У меня некоторое время было, правда, смутное подозрение, что в подобной показной нарочитости всего обустройства этого мира есть немалая доля стараний Ищущего, но хорошо, все-таки, что я так и не высказала ему, что хотела, о напрасности столь больших затрат времени и сил. Вот было бы смешно и грустно.
В один прекрасный вечер я увидела нечто, коренным образом перевернувшее мое отношение ко всему в этом мире. Поразившее меня до глубины души.
Был поздний вечер. В темном небе горели Четыре Звезды, их мягкий разноцветный свет сливался на листве окружающего дом сада в неуловимое серебристое сияние, создававшее неповторимый ореол благодати, словно бы разлитой в воздухе. Там, за окном, царила та самая, сколь детская, столь и неподдельная радость жизни, которую я видела здесь во всем. Только тут я поняла, что Ищущий тут вовсе ни при чем. Подобное невозможно подделать, инсценировать. Таким живут.
В тот самый миг я даже, показалось, почувствовала прохладный легкий аромат дремлющей в ночи листвы, шелестевшей за окном. Жаль, что нельзя было распахнуть окно и вдохнуть его по-настоящему.

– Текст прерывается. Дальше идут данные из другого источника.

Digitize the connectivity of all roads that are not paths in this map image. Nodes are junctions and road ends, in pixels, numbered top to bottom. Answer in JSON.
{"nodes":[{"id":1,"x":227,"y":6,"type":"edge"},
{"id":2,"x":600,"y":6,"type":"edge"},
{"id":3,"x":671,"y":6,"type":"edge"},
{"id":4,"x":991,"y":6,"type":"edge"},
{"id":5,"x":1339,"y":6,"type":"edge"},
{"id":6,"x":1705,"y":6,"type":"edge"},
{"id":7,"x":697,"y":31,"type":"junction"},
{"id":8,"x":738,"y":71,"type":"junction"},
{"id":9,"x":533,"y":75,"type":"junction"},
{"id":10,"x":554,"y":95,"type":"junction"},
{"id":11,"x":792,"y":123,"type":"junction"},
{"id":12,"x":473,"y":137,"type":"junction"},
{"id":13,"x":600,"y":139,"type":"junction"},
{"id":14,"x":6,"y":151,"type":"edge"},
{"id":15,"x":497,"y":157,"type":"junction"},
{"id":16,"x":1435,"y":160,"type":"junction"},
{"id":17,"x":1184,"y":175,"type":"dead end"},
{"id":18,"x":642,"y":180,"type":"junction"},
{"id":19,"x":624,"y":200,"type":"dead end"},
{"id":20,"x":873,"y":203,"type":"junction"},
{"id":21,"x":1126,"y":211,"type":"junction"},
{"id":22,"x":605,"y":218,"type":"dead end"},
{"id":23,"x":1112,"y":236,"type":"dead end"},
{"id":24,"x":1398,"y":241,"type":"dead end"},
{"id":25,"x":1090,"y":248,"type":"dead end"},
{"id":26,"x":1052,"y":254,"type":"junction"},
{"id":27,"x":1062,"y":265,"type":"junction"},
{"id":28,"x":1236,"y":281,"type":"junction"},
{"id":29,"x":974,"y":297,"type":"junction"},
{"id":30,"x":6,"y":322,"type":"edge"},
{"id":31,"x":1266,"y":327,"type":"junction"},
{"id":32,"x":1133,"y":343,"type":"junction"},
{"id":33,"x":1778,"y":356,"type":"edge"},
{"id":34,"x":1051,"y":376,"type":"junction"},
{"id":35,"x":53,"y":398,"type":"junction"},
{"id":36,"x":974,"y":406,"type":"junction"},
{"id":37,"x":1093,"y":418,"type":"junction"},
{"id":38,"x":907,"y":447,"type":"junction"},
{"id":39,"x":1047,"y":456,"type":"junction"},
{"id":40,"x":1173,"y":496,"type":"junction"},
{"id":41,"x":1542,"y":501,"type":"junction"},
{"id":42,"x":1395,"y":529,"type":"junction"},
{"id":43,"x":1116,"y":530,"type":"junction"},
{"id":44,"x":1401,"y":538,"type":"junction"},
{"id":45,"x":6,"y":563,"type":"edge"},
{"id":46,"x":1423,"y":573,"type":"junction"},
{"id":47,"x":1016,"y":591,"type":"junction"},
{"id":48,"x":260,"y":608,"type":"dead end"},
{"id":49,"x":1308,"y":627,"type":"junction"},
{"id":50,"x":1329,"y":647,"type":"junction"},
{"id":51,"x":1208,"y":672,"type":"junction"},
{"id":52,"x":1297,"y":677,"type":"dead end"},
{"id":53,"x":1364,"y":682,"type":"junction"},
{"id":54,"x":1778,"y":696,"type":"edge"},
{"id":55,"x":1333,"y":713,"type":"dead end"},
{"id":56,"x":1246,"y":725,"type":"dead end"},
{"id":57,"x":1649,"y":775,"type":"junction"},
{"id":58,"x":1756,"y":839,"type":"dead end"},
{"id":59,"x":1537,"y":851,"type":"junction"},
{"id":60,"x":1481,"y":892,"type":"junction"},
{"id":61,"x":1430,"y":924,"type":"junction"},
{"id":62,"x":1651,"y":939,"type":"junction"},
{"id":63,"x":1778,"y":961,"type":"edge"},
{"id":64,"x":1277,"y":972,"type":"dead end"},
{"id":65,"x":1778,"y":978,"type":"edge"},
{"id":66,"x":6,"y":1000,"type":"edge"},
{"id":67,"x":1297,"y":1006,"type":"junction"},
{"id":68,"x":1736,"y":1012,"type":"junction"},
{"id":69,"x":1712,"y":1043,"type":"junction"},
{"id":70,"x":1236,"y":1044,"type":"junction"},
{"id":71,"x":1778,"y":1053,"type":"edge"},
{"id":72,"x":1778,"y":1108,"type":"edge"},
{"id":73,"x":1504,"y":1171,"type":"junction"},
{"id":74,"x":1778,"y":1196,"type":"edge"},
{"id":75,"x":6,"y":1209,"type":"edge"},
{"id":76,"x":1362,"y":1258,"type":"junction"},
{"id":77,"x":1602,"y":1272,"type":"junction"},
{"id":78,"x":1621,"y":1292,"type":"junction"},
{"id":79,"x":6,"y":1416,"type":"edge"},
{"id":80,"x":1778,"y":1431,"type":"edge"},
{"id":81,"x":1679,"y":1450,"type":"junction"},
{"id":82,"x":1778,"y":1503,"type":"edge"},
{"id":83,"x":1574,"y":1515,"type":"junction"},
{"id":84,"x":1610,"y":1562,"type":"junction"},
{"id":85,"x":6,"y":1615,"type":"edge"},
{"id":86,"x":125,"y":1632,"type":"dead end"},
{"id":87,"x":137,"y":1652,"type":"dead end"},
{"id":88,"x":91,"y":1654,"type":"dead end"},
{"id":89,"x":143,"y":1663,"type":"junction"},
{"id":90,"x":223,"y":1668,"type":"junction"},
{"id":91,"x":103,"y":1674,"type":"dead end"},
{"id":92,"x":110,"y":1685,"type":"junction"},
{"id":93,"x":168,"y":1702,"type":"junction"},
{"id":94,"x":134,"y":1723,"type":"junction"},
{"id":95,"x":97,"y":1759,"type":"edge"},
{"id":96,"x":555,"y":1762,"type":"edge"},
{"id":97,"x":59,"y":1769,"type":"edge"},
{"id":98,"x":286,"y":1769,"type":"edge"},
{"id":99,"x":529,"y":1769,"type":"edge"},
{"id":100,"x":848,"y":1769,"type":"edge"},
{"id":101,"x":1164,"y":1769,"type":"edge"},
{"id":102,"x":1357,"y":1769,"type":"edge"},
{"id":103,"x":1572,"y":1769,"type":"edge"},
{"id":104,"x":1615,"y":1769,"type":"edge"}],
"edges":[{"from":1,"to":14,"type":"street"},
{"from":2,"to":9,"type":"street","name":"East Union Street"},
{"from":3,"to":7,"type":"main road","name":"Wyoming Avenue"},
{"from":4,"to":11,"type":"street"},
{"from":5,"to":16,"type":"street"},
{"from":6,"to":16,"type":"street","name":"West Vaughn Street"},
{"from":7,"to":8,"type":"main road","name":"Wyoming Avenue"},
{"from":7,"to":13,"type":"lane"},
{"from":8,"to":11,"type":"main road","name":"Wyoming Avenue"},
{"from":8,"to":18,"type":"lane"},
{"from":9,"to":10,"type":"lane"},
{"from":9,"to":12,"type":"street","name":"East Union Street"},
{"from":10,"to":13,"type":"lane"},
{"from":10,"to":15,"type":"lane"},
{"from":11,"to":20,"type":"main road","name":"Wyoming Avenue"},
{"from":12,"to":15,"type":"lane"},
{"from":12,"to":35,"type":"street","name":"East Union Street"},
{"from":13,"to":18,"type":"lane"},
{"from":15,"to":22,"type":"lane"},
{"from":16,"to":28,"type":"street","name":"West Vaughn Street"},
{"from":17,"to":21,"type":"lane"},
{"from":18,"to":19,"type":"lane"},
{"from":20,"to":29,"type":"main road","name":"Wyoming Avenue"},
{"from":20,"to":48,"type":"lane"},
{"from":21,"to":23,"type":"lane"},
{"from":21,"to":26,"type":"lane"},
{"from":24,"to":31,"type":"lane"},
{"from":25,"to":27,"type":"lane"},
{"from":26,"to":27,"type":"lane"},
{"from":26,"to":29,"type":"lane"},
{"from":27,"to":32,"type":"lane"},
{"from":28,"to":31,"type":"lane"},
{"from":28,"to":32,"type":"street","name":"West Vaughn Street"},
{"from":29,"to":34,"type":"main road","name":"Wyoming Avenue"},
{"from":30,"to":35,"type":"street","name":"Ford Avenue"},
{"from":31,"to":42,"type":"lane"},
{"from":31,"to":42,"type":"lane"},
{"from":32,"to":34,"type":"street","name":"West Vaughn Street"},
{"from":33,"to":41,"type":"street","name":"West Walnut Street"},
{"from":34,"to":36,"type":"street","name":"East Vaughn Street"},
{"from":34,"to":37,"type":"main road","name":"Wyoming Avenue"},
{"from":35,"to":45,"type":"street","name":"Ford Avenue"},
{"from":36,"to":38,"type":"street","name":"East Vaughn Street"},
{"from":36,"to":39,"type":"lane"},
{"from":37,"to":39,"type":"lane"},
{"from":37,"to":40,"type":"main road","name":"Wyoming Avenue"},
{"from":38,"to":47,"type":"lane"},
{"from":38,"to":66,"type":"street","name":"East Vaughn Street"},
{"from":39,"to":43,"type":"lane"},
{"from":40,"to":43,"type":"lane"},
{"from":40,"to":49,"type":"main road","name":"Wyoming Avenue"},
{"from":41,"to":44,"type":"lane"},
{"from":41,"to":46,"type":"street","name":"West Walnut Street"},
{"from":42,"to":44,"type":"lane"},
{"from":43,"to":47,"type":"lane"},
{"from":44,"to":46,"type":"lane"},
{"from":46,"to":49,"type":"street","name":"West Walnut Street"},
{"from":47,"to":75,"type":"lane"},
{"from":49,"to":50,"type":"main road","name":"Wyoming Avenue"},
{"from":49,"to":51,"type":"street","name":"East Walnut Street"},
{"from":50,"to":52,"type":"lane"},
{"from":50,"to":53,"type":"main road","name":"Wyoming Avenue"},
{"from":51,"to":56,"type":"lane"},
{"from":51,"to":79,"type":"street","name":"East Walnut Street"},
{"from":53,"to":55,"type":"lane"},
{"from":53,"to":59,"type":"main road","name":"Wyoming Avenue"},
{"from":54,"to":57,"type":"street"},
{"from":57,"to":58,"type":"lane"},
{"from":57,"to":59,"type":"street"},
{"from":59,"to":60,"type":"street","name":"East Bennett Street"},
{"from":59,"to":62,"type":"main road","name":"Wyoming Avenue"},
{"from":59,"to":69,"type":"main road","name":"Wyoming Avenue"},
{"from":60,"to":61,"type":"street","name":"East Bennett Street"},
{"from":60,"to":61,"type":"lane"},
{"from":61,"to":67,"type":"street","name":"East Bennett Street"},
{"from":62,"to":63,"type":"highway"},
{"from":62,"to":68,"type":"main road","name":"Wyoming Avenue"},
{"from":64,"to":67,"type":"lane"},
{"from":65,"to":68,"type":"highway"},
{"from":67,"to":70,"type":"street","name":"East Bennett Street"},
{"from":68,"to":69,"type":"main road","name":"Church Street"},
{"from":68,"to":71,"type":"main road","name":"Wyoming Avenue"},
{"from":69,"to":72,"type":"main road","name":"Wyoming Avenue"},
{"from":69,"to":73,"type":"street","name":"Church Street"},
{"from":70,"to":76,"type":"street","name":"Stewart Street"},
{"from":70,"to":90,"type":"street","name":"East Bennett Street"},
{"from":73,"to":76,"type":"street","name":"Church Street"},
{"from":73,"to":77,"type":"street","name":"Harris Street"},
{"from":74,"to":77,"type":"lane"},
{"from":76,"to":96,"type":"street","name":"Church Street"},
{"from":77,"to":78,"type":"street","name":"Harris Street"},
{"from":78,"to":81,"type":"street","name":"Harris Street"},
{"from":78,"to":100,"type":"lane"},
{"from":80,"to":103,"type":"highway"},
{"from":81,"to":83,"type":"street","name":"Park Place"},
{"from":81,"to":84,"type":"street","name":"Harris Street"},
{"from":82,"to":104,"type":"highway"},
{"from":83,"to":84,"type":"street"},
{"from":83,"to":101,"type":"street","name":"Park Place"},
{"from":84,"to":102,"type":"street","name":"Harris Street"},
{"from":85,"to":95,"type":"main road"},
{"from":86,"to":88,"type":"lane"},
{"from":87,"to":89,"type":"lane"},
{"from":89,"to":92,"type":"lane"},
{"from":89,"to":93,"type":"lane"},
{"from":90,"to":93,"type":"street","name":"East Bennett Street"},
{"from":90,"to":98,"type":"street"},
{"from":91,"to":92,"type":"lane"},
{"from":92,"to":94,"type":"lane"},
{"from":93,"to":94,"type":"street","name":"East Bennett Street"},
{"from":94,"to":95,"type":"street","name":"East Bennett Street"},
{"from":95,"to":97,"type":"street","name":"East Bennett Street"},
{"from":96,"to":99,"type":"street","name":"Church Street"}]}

После того я стала по-другому относиться к этому миру — более открыто, что ли, допуская его излишний восторг и чего чрезмерную радость куда ближе к сердцу. В какой-то мере меня это и подготовило к событиям сегодняшнего дня. Раскинувшееся надо мной прекрасное бирюзовое небо, легкий ветерок, шум листвы на ветру… все это, несмотря на мое длительное затворничество, теперь представало для меня вполне естественной частью картины бытия. Чуть зеленоватые лучи местного солнца мне боле не покажутся чужими, я уже почти не помню, какими они были дома.